Pourtant, la Cour de cassation a choisi de statuer dans le sens de la chambre de l’instruction. En effet, la Cour précise que l’absence de mention en procédure de l’habilitation n’emporte pas, par elle-même, la nullité de la procédure (§ 19). La réalité de l’habilitation doit donc être contrôlée par le juge, ce dernier pouvant ordonner un supplément d’information. De plus, la Cour affirme ici que la seule mention en procédure de l’existence de l’habilitation suffit à en établir la preuve (§ 21). Autrement dit, la Haute juridiction considère que la mention, au sein d’un procès-verbal de la procédure, de l’existence de l’habilitation est de nature suffisante à démontrer que l’enquêteur était bien habilité à effectuer les actes.
L’habilitation des gendarmes à la consultation du TAJ et de l’ATRT, mines d’or d’informations
Le prévenu rappelle que l’acte d’habilitation ne peut être délivré que par un des agents mentionnés par le code de procédure pénale, dont ne fait pas partie le commandant de la section de recherche ayant habilité le militaire en l’espèce.
Or, la Cour se fonde ici sur l’article R. 40-28 du code de procédure pénale, disposant que les gendarmes individuellement désignés et spécialement habilités ont accès à la totalité des données enregistrées dans le fichier TAJ (§ 24). Cet article prévoit en effet cet accès total, après habilitation spéciale donnée, entre autres, par « les commandants de groupement, (…) soit par les commandants de région, soit par les commandants des gendarmeries spécialisées » (C. pr. pén., art.
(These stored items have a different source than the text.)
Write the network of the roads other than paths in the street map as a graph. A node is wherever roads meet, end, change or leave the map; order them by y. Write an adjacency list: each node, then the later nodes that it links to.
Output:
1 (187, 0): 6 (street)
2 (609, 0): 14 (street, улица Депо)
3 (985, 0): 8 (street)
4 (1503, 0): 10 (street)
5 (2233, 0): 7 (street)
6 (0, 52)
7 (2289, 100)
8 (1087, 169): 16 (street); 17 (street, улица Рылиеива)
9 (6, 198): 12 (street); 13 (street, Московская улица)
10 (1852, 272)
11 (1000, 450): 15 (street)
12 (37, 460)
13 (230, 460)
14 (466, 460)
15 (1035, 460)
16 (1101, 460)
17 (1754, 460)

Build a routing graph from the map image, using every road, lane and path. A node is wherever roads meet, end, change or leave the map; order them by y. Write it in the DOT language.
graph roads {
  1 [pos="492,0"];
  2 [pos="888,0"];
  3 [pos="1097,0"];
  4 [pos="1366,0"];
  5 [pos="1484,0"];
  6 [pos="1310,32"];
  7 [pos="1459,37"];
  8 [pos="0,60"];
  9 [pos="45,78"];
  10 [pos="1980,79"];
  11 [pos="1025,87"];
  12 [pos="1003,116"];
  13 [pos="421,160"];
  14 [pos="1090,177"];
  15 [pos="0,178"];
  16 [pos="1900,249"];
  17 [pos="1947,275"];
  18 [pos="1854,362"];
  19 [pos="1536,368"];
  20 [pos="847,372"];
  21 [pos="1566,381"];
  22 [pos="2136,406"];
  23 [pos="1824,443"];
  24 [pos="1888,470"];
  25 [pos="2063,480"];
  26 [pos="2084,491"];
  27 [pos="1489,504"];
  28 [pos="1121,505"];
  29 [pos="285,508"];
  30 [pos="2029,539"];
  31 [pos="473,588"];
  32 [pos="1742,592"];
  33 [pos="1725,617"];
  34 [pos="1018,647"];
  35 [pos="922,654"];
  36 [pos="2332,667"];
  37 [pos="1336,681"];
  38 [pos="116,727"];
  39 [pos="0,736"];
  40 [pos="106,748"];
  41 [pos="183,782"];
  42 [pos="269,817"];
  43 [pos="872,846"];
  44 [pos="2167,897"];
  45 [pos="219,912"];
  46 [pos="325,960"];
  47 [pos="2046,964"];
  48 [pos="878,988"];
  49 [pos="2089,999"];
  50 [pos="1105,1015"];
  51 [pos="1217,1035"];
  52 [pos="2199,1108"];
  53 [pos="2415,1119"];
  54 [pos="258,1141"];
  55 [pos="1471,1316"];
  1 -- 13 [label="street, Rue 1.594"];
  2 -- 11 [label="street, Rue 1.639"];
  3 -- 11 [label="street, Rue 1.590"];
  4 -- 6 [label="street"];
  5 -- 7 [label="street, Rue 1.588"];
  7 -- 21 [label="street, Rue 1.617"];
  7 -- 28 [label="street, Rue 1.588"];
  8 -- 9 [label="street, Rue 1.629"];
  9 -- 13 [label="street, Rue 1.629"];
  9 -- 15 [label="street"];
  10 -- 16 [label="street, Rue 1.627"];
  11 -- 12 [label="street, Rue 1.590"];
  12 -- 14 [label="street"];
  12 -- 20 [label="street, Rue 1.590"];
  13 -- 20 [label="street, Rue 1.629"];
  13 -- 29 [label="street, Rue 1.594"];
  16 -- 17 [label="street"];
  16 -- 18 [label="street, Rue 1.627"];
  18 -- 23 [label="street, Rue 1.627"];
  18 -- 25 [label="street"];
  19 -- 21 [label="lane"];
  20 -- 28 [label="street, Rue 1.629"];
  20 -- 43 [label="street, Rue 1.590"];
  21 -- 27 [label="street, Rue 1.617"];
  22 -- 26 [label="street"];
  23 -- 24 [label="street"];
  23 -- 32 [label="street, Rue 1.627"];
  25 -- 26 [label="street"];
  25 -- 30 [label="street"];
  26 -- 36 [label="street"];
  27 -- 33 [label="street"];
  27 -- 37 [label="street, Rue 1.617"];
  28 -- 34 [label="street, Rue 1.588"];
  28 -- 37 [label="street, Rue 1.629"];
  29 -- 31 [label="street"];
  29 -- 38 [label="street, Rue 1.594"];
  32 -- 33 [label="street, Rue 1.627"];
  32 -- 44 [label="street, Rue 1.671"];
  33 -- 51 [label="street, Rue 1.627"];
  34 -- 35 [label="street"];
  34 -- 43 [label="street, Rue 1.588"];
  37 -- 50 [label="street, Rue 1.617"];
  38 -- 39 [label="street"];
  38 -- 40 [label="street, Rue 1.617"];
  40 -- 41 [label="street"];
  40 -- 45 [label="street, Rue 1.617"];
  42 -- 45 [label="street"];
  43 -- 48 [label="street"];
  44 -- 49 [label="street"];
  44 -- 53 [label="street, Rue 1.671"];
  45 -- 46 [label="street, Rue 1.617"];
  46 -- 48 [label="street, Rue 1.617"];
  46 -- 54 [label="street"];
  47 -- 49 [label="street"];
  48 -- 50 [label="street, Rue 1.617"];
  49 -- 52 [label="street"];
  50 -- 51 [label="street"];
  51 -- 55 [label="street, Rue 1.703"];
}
R. 40-28, I, 2°).
L’accès des enquêteurs au fichier TAJ est crucial pour établir la commission d’infractions. En effet, les gendarmes peuvent exploiter le TAJ afin de faciliter la constatation d’infractions, de rassembler des preuves de ces infractions et rechercher leurs auteurs (C. pr. pén., art. 230-6 et R. 40-23).
Quant au logiciel ATRT, il « permet l’exploitation automatisée de relevés bancaires et de documents téléphoniques (…) obtenus sur réquisitions judiciaires » (CNIL, avis, 15 déc. 2011, n° 2011-418). En l’espèce, la Cour de cassation cite une décision du Conseil constitutionnel affirmant que les données consultées dans ce logiciel découlent uniquement de la procédure en cours (§ 24). En l’occurrence, déjà en 2011, la CNIL avait également observé qu’un tel logiciel de rapprochement de données est mobilisé « pour les seuls besoins d’une enquête déterminée », n’ayant pas pour objet de conserver les informations enregistrées (CNIL, avis préc.).
De plus, les gendarmes sont habilités, « pour les seuls besoins des enquêtes dont ils sont saisis », à consulter les logiciels de rapprochement judiciaire, par « les commandants de groupement, (…) soit par les commandants de région, soit par les commandants des gendarmeries spécialisées » (C. pr. pén., art. 230-25 et R. 40-39).
La Cour de cassation en déduit que la production d’une habilitation précisant la nature des données auxquelles elle autorise l’accès est « sans pertinence s’agissant tant du TAJ que du logiciel ATRT » (§ 23). Elle confirme l’argument de la cour d’appel selon lequel, sur complément d’information, le commandant de la section de recherche a attesté que les deux enquêteurs étaient habilités à procéder aux actes, cet élément suffisant à établir leur habilitation, cette dernière n’ayant pas à être produite en version originale (§§ 25 et 26).